In a theoretical description of homogeneous nucleation one frequently assumes an "equilibrium" coexistence of a liquid droplet with surrounding vapor of a density exceeding that of a saturated vapor at bulk vapor-liquid two-phase coexistence. Thereby one ignores the caveat that in the thermodynamic limit, for which the vapor would be called supersaturated, such states will at best be metastable with finite lifetime, and thus not be well-defined within equilibrium statistical mechanics. In contrast, in a system of finite volume stable equilibrium coexistence of droplet and supersaturated vapor at constant total density is perfectly possible, and numerical analysis of equilibrium free energies of finite systems allows to obtain physically relevant results.
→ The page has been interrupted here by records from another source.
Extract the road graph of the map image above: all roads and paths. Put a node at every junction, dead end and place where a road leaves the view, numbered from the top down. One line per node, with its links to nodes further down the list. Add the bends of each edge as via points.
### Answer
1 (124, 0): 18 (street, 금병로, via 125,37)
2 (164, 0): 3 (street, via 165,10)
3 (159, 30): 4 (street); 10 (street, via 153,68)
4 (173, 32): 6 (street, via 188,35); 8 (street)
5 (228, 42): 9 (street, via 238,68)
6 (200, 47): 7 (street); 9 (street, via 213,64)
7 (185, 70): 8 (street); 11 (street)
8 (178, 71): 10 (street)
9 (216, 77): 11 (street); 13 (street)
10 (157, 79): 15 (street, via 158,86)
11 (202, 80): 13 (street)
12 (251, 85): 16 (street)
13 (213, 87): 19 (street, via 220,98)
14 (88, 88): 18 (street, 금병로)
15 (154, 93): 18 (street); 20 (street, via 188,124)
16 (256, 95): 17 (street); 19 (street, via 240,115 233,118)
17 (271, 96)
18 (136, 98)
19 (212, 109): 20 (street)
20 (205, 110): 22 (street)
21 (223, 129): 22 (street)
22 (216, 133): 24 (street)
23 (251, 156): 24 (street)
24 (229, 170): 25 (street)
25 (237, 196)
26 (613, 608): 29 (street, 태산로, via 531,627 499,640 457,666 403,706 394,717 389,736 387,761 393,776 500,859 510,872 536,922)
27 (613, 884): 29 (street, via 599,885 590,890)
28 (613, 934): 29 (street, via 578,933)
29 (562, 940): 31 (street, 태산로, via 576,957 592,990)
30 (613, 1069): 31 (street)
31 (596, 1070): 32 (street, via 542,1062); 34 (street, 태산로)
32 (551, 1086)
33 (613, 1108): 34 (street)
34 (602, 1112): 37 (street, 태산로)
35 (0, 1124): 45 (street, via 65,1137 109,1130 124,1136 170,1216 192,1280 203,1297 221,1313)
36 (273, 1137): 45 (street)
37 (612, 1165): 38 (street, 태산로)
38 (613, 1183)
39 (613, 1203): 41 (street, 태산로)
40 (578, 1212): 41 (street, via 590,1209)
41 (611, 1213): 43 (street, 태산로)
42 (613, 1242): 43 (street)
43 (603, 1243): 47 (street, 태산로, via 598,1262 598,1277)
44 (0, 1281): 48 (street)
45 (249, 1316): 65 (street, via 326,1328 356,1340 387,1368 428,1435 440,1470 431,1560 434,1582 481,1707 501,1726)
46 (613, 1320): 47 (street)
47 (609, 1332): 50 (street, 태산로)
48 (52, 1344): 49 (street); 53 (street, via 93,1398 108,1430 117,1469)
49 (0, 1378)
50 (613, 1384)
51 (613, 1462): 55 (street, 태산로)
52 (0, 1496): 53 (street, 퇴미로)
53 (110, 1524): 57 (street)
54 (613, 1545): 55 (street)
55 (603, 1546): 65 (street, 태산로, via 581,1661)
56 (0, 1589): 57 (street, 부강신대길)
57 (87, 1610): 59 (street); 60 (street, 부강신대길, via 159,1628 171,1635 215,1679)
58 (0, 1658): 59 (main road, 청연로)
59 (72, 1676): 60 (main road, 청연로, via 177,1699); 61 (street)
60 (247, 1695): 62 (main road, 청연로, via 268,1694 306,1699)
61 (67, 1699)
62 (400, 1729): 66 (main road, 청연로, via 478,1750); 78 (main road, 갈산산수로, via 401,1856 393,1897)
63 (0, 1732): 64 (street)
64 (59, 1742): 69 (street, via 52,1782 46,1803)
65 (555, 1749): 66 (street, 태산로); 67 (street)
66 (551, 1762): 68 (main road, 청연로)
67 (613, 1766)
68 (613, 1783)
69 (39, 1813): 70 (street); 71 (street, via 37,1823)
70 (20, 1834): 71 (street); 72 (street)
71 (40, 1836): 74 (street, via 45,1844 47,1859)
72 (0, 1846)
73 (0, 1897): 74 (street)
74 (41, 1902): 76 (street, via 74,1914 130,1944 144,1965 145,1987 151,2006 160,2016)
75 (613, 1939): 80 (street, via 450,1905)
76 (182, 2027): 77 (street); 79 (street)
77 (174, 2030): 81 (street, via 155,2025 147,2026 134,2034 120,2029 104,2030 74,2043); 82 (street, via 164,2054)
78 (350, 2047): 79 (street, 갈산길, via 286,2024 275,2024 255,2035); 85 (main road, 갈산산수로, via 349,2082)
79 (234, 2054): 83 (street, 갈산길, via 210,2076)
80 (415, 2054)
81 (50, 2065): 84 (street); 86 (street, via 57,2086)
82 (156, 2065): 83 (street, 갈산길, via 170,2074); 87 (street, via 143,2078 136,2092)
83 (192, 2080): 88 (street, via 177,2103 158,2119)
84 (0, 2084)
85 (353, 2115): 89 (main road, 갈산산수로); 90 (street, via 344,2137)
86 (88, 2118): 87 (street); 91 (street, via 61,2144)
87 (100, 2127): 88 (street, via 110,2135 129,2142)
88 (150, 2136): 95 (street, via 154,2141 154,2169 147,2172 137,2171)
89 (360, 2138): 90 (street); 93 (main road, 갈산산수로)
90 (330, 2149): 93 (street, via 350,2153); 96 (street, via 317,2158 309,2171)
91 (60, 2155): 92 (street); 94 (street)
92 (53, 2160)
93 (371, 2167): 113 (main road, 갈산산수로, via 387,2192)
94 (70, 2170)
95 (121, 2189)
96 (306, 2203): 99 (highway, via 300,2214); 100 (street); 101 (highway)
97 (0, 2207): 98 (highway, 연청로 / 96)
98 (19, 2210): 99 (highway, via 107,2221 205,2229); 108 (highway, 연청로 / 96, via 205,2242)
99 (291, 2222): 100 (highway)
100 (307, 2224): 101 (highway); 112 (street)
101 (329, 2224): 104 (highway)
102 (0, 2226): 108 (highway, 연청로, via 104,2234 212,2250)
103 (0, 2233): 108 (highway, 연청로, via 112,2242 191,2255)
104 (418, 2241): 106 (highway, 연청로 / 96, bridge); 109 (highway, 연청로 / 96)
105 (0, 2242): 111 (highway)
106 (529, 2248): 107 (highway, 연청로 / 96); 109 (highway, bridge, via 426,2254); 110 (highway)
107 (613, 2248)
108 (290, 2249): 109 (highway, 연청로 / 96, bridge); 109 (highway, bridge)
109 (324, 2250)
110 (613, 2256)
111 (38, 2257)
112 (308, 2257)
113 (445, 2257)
In particular, such an analysis can be used to derive the dependence of the droplet surface tension γ( R) on the droplet radius R by computer simulations. Unfortunately, however, the precision of the results produced by this approach turns out to be seriously affected by a hitherto unexplained spurious dependence of γ( R) on the total volume V of the simulation box. These finite size effects are studied here for the standard Ising/lattice gas model in d = 2 dimensions and an Ising model on the face-centered cubic lattice with 3-spin interaction, lacking symmetry between vapor and liquid phases. There also the analogous case of bubbles surrounded by undersaturated liquid is treated. It is argued that (at least a large part of) the finite size effects result from the translation entropy of the droplet or bubble in the system. This effect has been shown earlier to occur also for planar interfaces for simulations in the slab geometry. Consequences for the estimation of the Tolman length are briefly discussed. In particular, we find clear evidence that in d = 2 the leading correction of the curvature-dependent interface tension is a logarithmic term, compatible with theoretical expectations, and we show that then the standard Tolman-style analysis is inapplicable.